# PROBLEM TO WORK ON
Keep each entry exactly as written when you repeat it, and skip the images.

(DATASET CONTENT Opens)

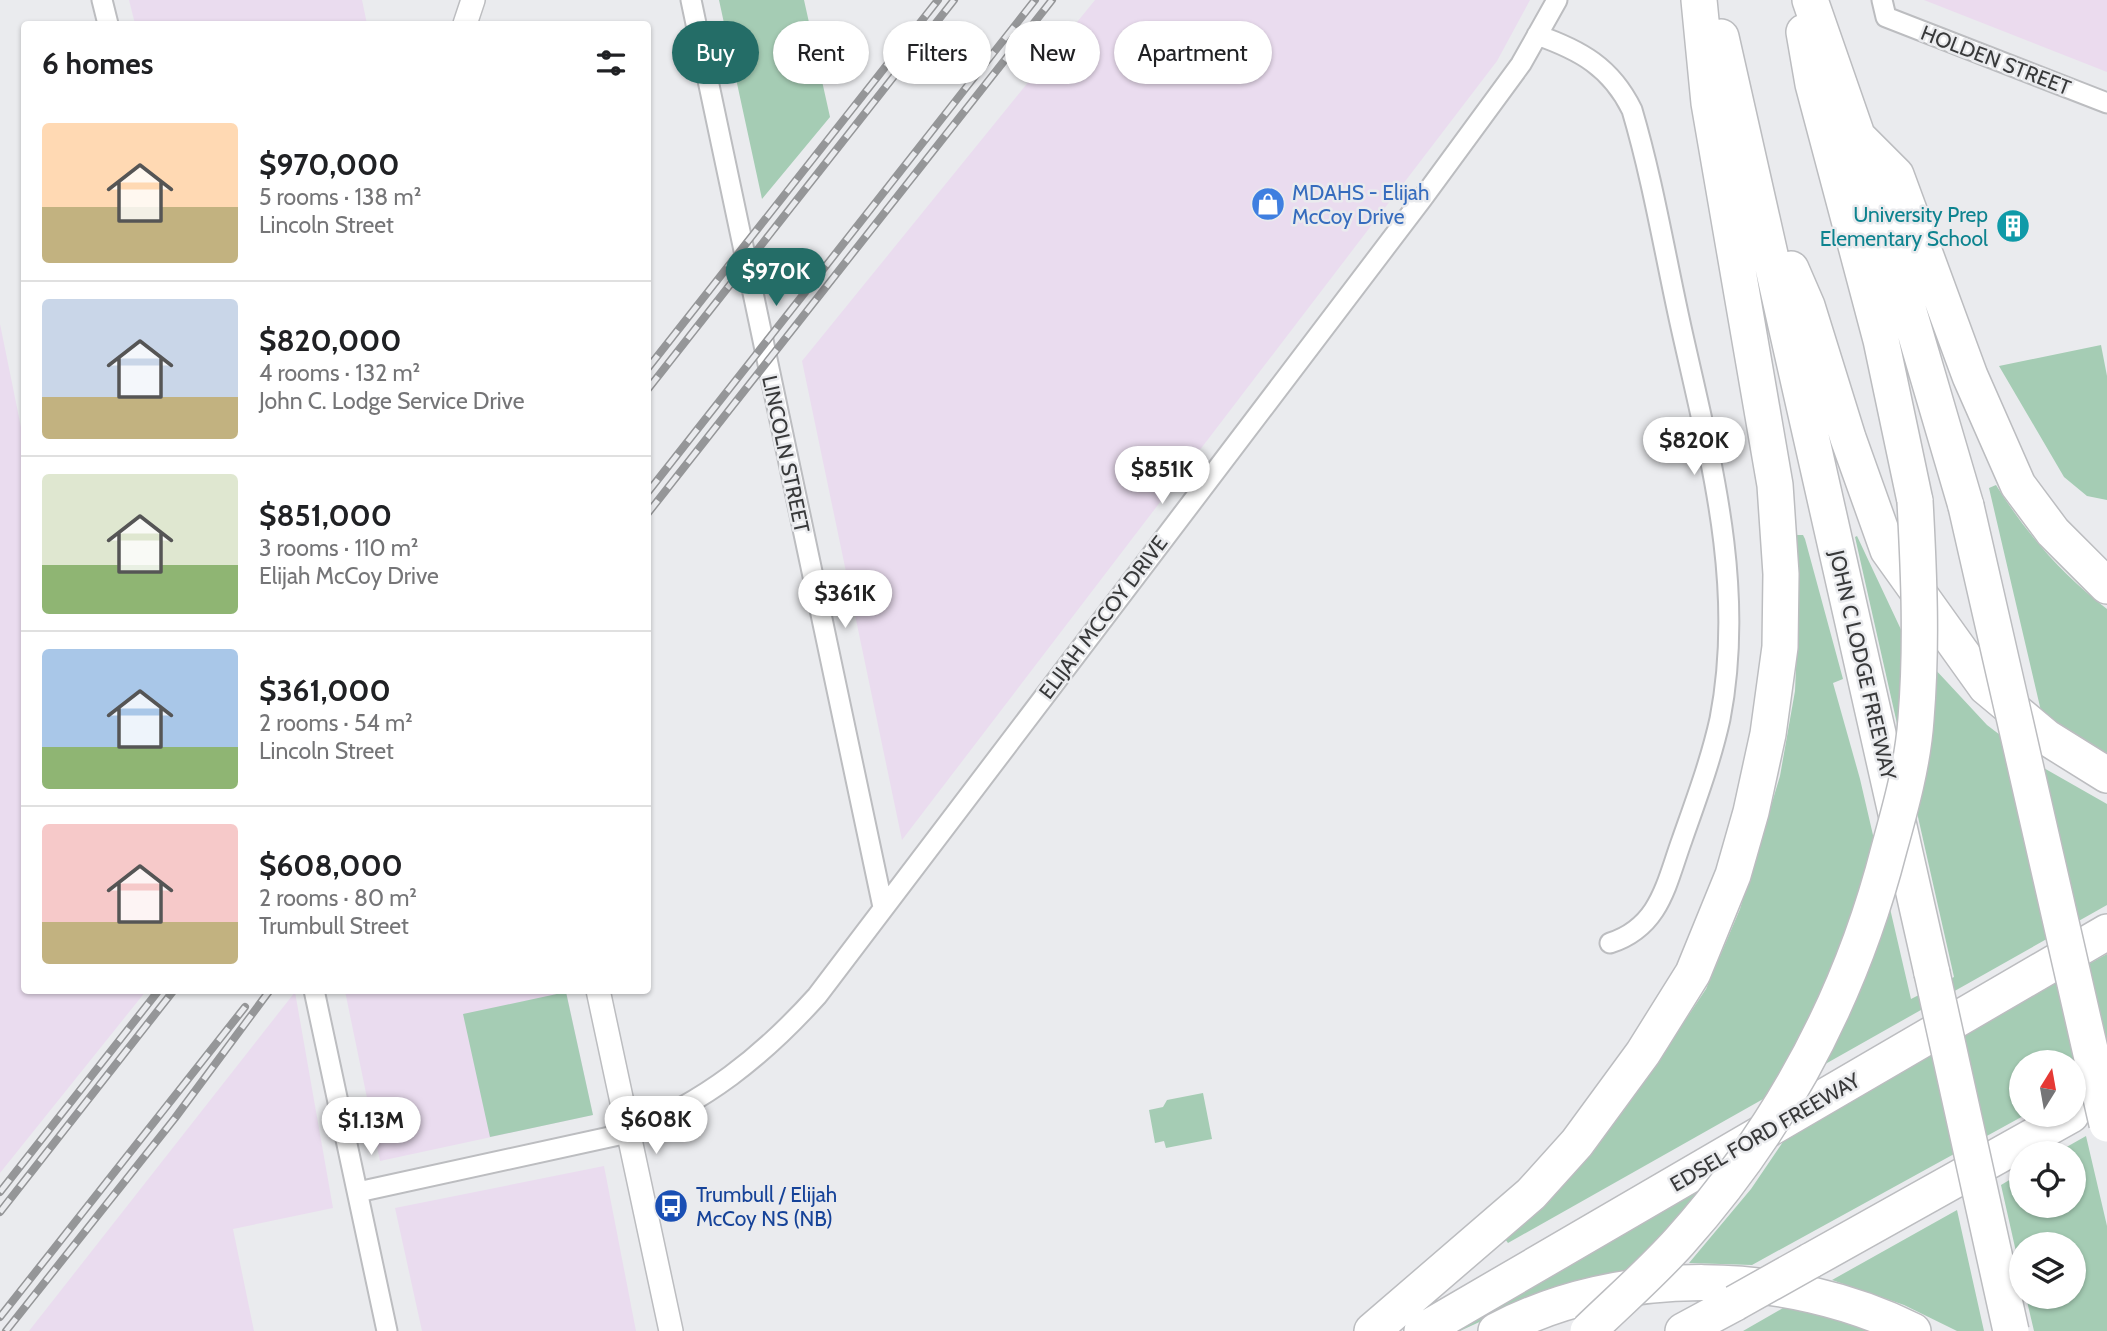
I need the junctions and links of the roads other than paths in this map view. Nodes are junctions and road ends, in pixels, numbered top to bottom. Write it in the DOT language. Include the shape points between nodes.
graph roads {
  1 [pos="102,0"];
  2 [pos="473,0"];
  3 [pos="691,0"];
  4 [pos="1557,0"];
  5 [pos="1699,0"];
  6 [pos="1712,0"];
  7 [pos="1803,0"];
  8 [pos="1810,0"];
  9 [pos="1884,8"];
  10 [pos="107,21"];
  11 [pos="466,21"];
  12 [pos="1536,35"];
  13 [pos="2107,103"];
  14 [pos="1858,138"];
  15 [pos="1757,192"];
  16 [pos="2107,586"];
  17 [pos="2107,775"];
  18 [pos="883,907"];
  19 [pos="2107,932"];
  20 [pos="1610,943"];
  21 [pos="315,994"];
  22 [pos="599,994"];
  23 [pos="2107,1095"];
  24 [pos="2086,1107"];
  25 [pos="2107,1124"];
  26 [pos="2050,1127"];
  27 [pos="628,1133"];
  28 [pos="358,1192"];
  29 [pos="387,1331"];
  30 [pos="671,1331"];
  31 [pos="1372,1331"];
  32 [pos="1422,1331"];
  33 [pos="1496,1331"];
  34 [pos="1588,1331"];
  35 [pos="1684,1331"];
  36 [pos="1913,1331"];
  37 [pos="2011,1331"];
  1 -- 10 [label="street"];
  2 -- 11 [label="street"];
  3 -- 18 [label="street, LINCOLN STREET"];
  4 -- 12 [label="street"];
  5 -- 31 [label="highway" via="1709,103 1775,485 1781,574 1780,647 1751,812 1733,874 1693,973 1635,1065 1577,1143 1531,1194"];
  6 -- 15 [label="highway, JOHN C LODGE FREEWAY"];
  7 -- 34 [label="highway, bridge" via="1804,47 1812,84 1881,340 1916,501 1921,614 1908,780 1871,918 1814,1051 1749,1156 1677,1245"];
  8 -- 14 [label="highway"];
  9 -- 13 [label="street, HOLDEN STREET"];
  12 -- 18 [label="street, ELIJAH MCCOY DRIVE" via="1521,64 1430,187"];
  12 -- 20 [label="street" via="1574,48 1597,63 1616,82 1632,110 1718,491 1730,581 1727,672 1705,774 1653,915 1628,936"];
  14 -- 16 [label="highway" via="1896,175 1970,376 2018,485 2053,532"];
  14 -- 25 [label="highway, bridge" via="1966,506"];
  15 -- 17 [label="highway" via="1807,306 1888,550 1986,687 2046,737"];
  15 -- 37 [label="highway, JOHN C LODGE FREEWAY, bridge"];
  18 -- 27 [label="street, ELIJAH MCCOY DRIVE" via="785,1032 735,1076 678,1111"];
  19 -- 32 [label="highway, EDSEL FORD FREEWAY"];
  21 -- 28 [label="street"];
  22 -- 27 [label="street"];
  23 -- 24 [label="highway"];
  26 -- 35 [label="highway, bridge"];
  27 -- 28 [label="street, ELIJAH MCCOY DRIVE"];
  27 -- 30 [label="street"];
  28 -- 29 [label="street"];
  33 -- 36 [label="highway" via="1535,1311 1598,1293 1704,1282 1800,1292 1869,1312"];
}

(DATASET CONTENT Closes)

# PROBLEM SOLUTION
I need the junctions and links of the roads other than paths in this map view. Nodes are junctions and road ends, in pixels, numbered top to bottom. Write it in the DOT language. Include the shape points between nodes.
graph roads {
  1 [pos="102,0"];
  2 [pos="473,0"];
  3 [pos="691,0"];
  4 [pos="1557,0"];
  5 [pos="1699,0"];
  6 [pos="1712,0"];
  7 [pos="1803,0"];
  8 [pos="1810,0"];
  9 [pos="1884,8"];
  10 [pos="107,21"];
  11 [pos="466,21"];
  12 [pos="1536,35"];
  13 [pos="2107,103"];
  14 [pos="1858,138"];
  15 [pos="1757,192"];
  16 [pos="2107,586"];
  17 [pos="2107,775"];
  18 [pos="883,907"];
  19 [pos="2107,932"];
  20 [pos="1610,943"];
  21 [pos="315,994"];
  22 [pos="599,994"];
  23 [pos="2107,1095"];
  24 [pos="2086,1107"];
  25 [pos="2107,1124"];
  26 [pos="2050,1127"];
  27 [pos="628,1133"];
  28 [pos="358,1192"];
  29 [pos="387,1331"];
  30 [pos="671,1331"];
  31 [pos="1372,1331"];
  32 [pos="1422,1331"];
  33 [pos="1496,1331"];
  34 [pos="1588,1331"];
  35 [pos="1684,1331"];
  36 [pos="1913,1331"];
  37 [pos="2011,1331"];
  1 -- 10 [label="street"];
  2 -- 11 [label="street"];
  3 -- 18 [label="street, LINCOLN STREET"];
  4 -- 12 [label="street"];
  5 -- 31 [label="highway" via="1709,103 1775,485 1781,574 1780,647 1751,812 1733,874 1693,973 1635,1065 1577,1143 1531,1194"];
  6 -- 15 [label="highway, JOHN C LODGE FREEWAY"];
  7 -- 34 [label="highway, bridge" via="1804,47 1812,84 1881,340 1916,501 1921,614 1908,780 1871,918 1814,1051 1749,1156 1677,1245"];
  8 -- 14 [label="highway"];
  9 -- 13 [label="street, HOLDEN STREET"];
  12 -- 18 [label="street, ELIJAH MCCOY DRIVE" via="1521,64 1430,187"];
  12 -- 20 [label="street" via="1574,48 1597,63 1616,82 1632,110 1718,491 1730,581 1727,672 1705,774 1653,915 1628,936"];
  14 -- 16 [label="highway" via="1896,175 1970,376 2018,485 2053,532"];
  14 -- 25 [label="highway, bridge" via="1966,506"];
  15 -- 17 [label="highway" via="1807,306 1888,550 1986,687 2046,737"];
  15 -- 37 [label="highway, JOHN C LODGE FREEWAY, bridge"];
  18 -- 27 [label="street, ELIJAH MCCOY DRIVE" via="785,1032 735,1076 678,1111"];
  19 -- 32 [label="highway, EDSEL FORD FREEWAY"];
  21 -- 28 [label="street"];
  22 -- 27 [label="street"];
  23 -- 24 [label="highway"];
  26 -- 35 [label="highway, bridge"];
  27 -- 28 [label="street, ELIJAH MCCOY DRIVE"];
  27 -- 30 [label="street"];
  28 -- 29 [label="street"];
  33 -- 36 [label="highway" via="1535,1311 1598,1293 1704,1282 1800,1292 1869,1312"];
}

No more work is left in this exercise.